A list of Series where Series represents a series of arbitrary data type. The allowed fields for Series as similar to the ones in NDArray:
- one of [string_values, float_values, double_values, bool_values, int32_values, int64_values, uint32_values, unit64_values]

Python API

PandasDataFrame.from_sample(
    pd.DataFrame({
      "age": [3, 29],
      "height": [94, 170],
      "weight": [31, 115]
    }),
    orient="columns",
)

pb.DataFrame

dataframe {
  column_names: "age"
  column_names: "height"
  column_names: "weight"
  columns {
    int32_values: 3
    int32_values: 29
  }
  columns {
    int32_values: 40
    int32_values: 190
  }
  columns {
    int32_values: 140
    int32_values: 178
  }
}

API reference: bentoml.io.PandasDataFrame.from_proto()

Series representation via `Series`#

Description: Series portrays a series of values. This can be used for representing Series types in tabular data.

It accepts the following fields:

string_values, float_values, double_values, bool_values, int32_values, int64_values

Similar to NumpyNdarray, each of the fields is a list of the corresponding data type. The list is a 1-D array, and will be then pass to pd.Series.

Each request should only contain ONE of the aforementioned fields.

The interaction among the above fields and dtype from PandasSeries are as follows:
- if dtype is not present in the descriptor:
  - All of the fields are empty, then we return an empty pd.Series.
  - We will loop through all of the provided fields, and only allows one field per message.
    
    If here are more than one field (i.e. string_values and float_values), then we will raise an error, as we don’t know how to deserialize the data.
- otherwise:
  - We will use the provided dtype-to-field map to get the data from the given message.

Python API

PandasSeries.from_sample([5.4, 3.4, 1.5, 0.4])

pb.Series

series {
  float_values: 5.4
  float_values: 3.4
  float_values: 1.5
  float_values: 0.4
}

API reference: bentoml.io.PandasSeries.from_proto()

File-like object via `File`#

Description: File represents any arbitrary file type. this can be used to send in any file type, including images, videos, audio, etc.

Note

Currently both bentoml.io.File and bentoml.io.Image are using pb.File

It accepts the following fields:

content

A bytes field that represents the content of the file.
kind

An optional string field that represents the file type. If specified, it will raise an error if mime_type specified in bentoml.io.File is not matched.

Python API

Image(mime_type="application/pdf")

pb.File

file {
  kind: "application/pdf"
  content: <bytes>
}

bentoml.io.Image will also be using pb.File.

Python API

File(mime_type="image/png")

pb.File

file {
  kind: "image/png"
  content: <bytes>
}

Complex payload via `Multipart`#

Description: Multipart represents a complex payload that can contain multiple different fields. It takes a fields, which is a dictionary of input name to its coresponding bentoml.io.IODescriptor

Python API

Multipart(
   meta=Text(),
   arr=NumpyNdarray(
      dtype=np.float16,
      shape=[2,2]
   )
)

pb.Multipart

multipart {
   fields {
      key: "arr"
      value {
         ndarray {
         dtype: DTYPE_FLOAT
         shape: 2
         shape: 2
         float_values: 1.0
         float_values: 2.0
         float_values: 3.0
         float_values: 4.0
         }
      }
   }
   fields {
      key: "meta"
      value {
         text {
         value: "nlp"
         }
      }
   }
}

API reference: bentoml.io.Multipart.from_proto()

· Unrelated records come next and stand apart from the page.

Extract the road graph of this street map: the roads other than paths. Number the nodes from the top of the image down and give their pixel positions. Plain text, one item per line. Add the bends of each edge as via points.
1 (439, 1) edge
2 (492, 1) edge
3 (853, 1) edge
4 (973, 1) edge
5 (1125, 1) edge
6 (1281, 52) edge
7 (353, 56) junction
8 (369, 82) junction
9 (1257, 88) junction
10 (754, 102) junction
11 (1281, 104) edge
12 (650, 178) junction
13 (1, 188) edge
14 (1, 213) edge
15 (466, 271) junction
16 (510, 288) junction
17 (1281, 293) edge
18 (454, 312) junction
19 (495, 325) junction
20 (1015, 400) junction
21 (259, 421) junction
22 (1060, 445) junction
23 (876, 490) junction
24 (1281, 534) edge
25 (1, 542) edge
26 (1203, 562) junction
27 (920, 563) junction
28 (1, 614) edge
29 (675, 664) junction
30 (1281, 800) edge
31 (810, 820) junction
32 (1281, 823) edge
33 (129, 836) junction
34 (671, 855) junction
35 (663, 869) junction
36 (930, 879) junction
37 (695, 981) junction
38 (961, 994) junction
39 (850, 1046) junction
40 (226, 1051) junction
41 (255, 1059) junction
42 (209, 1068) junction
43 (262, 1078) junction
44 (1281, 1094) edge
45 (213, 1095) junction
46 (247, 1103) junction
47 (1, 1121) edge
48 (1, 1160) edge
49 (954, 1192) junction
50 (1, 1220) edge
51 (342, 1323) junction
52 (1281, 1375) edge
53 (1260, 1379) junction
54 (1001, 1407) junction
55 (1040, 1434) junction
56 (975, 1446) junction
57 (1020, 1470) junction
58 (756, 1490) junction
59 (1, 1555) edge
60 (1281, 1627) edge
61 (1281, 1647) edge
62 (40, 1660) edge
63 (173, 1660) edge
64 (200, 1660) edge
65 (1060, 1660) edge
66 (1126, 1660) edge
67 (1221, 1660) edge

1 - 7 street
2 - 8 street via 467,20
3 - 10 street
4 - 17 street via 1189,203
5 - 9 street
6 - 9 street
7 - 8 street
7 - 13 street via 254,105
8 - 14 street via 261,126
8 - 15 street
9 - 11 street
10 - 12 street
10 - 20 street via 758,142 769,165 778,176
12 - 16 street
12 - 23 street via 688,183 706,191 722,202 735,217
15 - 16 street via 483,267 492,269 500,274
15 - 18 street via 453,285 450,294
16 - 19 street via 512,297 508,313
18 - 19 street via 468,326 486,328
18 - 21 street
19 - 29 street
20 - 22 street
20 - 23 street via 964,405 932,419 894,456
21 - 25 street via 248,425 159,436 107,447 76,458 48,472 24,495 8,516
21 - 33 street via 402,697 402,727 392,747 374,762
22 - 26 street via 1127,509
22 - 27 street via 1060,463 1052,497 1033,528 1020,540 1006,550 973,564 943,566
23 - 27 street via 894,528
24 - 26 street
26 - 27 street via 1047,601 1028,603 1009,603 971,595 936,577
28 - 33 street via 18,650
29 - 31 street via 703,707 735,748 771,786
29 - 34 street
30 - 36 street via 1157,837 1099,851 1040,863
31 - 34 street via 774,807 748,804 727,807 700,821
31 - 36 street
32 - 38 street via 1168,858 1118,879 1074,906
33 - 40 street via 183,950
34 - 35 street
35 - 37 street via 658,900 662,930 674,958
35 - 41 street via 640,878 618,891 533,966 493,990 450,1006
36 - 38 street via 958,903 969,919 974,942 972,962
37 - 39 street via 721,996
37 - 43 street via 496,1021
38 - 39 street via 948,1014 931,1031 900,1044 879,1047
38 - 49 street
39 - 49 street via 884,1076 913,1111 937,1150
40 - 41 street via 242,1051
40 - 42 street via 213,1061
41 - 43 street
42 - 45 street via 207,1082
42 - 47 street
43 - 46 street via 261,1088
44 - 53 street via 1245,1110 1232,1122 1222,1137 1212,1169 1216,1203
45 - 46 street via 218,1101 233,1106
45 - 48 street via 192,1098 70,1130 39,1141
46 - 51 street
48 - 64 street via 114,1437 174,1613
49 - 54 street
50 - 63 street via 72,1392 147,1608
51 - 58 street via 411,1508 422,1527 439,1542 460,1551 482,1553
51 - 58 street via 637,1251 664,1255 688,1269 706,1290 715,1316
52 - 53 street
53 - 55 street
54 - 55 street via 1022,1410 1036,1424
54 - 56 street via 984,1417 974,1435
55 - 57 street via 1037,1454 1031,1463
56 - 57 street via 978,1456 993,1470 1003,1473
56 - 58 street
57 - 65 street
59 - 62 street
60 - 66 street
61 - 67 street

Compact data format via `serialized_bytes`#

The serialized_bytes field in both Request and Response is reserved for pre-established protocol encoding between client and server.

BentoML leverages the field to improve serialization performance between BentoML client and server. Thus the field is not recommended for use directly.

Mounting Servicer#

gRPC service multiplexing enables us to mount additional custom servicers alongside with BentoService, and serve them under the same port.

service.py#

import route_guide_pb2
import route_guide_pb2_grpc
from servicer_impl import RouteGuideServicer

svc = bentoml.Service("iris_classifier", runners=[iris_clf_runner])

services_name = [
    v.full_name for v in route_guide_pb2.DESCRIPTOR.services_by_name.values()
]
svc.mount_grpc_servicer(
    RouteGuideServicer,
    add_servicer_fn=add_RouteGuideServicer_to_server,
    service_names=services_name,
)

Serve your service with bentoml serve-grpc command:

» bentoml serve-grpc service.py:svc --reload --enable-reflection

Now your RouteGuide service can also be accessed through localhost:3000.

Note

service_names is REQUIRED here, as this will be used for server reflection when --enable-reflection is passed to bentoml serve-grpc.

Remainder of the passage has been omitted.